Dimulai dari menjadi sekretaris staf istana Dinasti Hafsiyun di Tunisia, kemudian menjadi penasihat ilmiah di Fez, dipenjara sultan yang mempekerjakannya, menjadi sekretaris al-Mansur di Bougie, lalu menjadi sekretaris kubu lawan yang memberontak — Abu Salim, diangkat menjadi hakim mazalim, setelah itu bosan lalu pergi ke Granada menemui Sultan Muhammad, menjadi duta besarnya yang menghadap Raja Pedro the Cruel di Castille, dipanggil kembali ke Bougie untuk menjadi kepala staf istana, melarikan diri ke Biskra lalu menjadi kepala staff istana di sana, tidak dipercaya berbagai pemimpin kerjaan, hingga akhirnya ia menetap di Tlemcen di benteng bernama Qal’at Ibn Salama bersama keluarganya. Ibn Khaldun akhirnya memilih untuk berhenti berpolitik dan mulai menjawab spirit keilmuannya.
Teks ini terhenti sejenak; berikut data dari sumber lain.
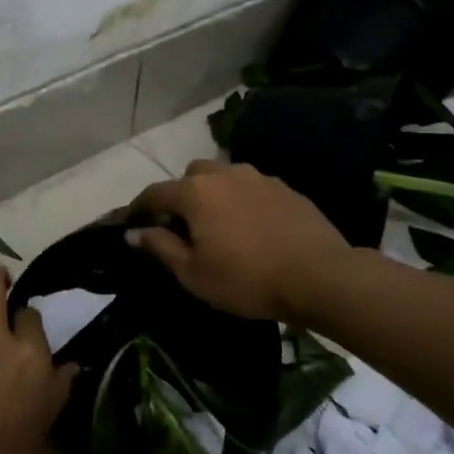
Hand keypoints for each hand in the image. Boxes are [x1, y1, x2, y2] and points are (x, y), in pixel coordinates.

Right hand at [127, 160, 355, 322]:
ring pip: (224, 177)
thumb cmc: (247, 279)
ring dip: (214, 194)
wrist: (320, 277)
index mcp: (196, 192)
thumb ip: (160, 247)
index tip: (132, 223)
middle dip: (181, 195)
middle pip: (191, 176)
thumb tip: (134, 232)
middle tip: (183, 226)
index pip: (155, 193)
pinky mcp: (286, 189)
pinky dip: (243, 201)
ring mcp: (259, 178)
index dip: (139, 207)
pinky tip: (252, 228)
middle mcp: (225, 174)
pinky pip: (252, 188)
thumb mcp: (194, 273)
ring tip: (220, 225)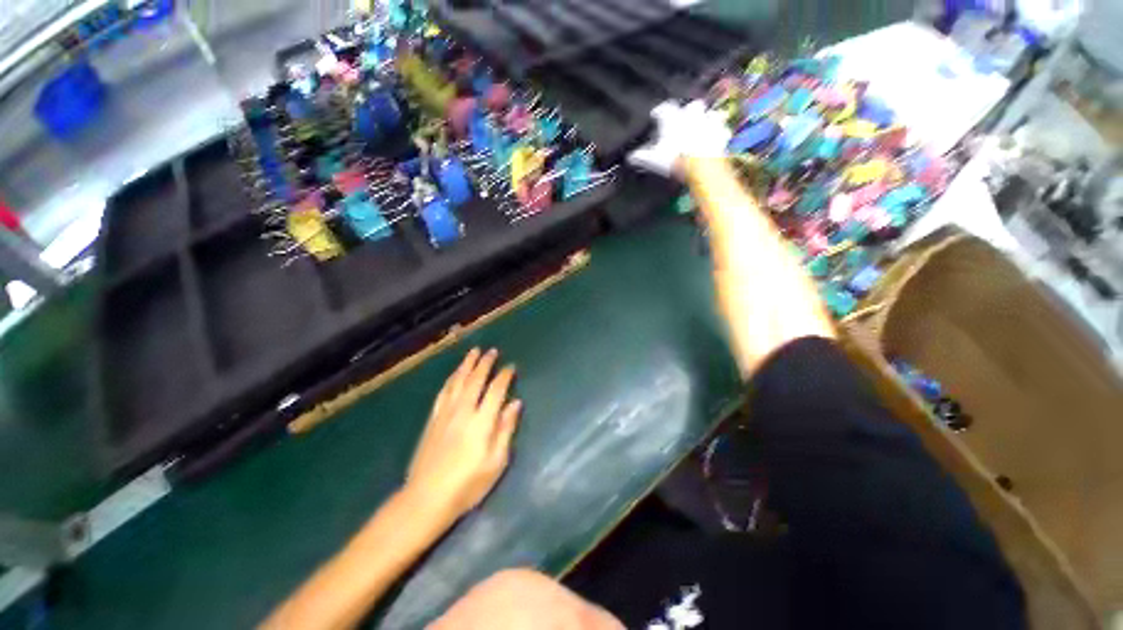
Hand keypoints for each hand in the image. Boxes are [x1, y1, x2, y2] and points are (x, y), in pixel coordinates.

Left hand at [406, 348, 521, 519]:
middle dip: (485, 363)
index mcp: (482, 421)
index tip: (511, 367)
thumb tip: (515, 403)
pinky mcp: (433, 419)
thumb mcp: (496, 462)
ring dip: (467, 365)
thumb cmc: (468, 484)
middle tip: (492, 351)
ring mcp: (445, 413)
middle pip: (475, 380)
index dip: (504, 376)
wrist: (426, 498)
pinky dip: (451, 379)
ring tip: (473, 352)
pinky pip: (443, 392)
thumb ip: (506, 429)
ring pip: (458, 381)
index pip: (496, 390)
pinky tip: (455, 374)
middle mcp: (464, 411)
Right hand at [627, 99, 731, 177]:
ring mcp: (708, 122)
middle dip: (688, 111)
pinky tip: (717, 137)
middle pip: (691, 106)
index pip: (664, 109)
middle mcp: (692, 114)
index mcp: (673, 118)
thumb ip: (641, 157)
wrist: (700, 164)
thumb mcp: (652, 159)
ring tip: (704, 125)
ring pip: (710, 114)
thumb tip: (630, 157)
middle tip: (684, 118)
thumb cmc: (673, 158)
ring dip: (707, 119)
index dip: (659, 112)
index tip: (655, 115)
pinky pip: (722, 130)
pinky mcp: (721, 133)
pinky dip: (719, 134)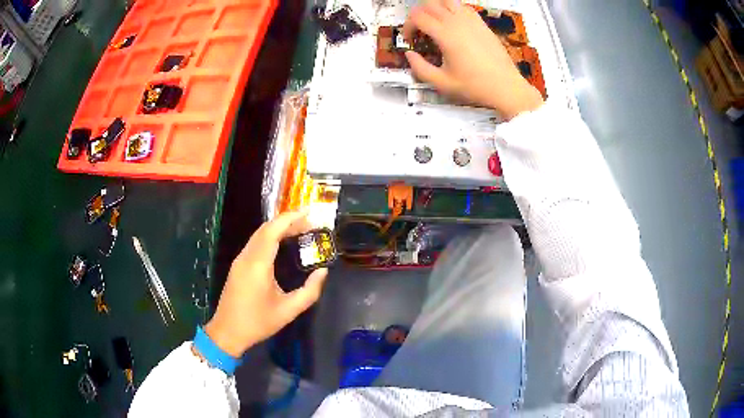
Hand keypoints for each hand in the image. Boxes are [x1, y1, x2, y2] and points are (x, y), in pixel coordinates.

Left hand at [205, 210, 327, 356]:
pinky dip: (270, 237)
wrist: (228, 332)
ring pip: (259, 235)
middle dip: (287, 221)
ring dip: (278, 228)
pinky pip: (255, 243)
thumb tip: (323, 271)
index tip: (309, 212)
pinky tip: (282, 243)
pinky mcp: (238, 266)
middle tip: (310, 223)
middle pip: (266, 229)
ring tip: (300, 230)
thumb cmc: (258, 323)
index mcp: (258, 264)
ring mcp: (240, 260)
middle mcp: (247, 257)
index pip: (273, 231)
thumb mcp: (288, 311)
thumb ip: (310, 291)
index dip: (291, 218)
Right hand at [404, 0, 542, 118]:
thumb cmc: (475, 86)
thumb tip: (409, 54)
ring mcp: (471, 20)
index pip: (417, 17)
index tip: (409, 40)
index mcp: (446, 35)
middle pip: (429, 5)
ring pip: (446, 1)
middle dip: (417, 15)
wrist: (505, 87)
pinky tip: (452, 22)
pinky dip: (452, 9)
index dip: (407, 26)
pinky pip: (463, 7)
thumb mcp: (442, 83)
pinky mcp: (482, 23)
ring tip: (434, 22)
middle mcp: (457, 22)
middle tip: (418, 30)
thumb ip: (420, 68)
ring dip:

Satu poin yang yang sering dikritisi Ibn Khaldun adalah mudah-sekali-nya ia berganti kesetiaan dalam bernegara. Tetapi beberapa ilmuwan memaklumi hal tersebut. Pun pada akhirnya, para penguasa yang pernah memusuhinya memaafkan Ibn Khaldun. Konsep kesetiaan dalam konteks negara modern berbeda dengan kesetiaan yang berlaku di tempat dan zaman Ibn Khaldun hidup.
Tapi tentu saja, jika dilihat dari perspektif agama dan keluarganya, apa yang Ibn Khaldun lakukan dalam hal ini bisa jadi dianggap tidak etis.
Social Network Diagram — Wikimedia Commons
2. Solidaritas golongan
‘Asabiyyah atau bond cohesion atau solidaritas golongan adalah faktor yang mengeratkan manusia-manusia menjadi suatu golongan. Golongan yang paling kuat dalam suatu masyarakatlah yang akan menjadi pemimpin di sana. Solidaritas golongan ini akan terus memudah seiring dengan majunya peradaban masyarakat tersebut. Hingga akhirnya ‘asabiyyah kepemimpinan saat itu memudar, roda kepemimpinan akan diambil alih oleh golongan lain yang ‘asabiyyah-nya lebih kuat.
Begitu pun seterusnya. Seperti siklus.
Itulah teori Ibn Khaldun tentang kemajuan dan kemunduran suatu bangsa.
3. Kepemimpinan akan dipergilirkan
Ibn Khaldun berpendapat bahwa wibawa suatu garis keturunan dalam memimpin hanya akan bertahan paling lama empat generasi sebelum bergantinya kepemimpinan baru. Sederhananya, generasi pertama adalah mereka yang bekerja keras menempatkan pondasi; the builder. Generasi kedua adalah yang mengembangkan dan mengekspansi dengan belajar dari generasi sebelumnya — bukan berpengalaman; the son and ally. Generasi ketiga adalah yang menjalankan kehidupan dengan berpegang pada imitasi dan tradisi yang diturunkan padanya — tetapi kurang memiliki ketetapan sendiri; the mimic. Dan terakhir, generasi keempat adalah yang masih menikmati prestise tapi sudah kehilangan kualitas — merekalah yang menghancurkan; the eroder.
Dan tentu, kepemimpinan yang dipergilirkan adalah sunatullah.
…Dan masa (kejayaan dan kehancuran) itu Kami pergilirkan diantara manusia (agar mereka mendapat pelajaran); dan supaya Allah membedakan orang-orang yang beriman (dengan orang-orang kafir) supaya sebagian kamu dijadikan-Nya (gugur sebagai) syuhada’. Dan Allah tidak menyukai orang-orang yang zalim.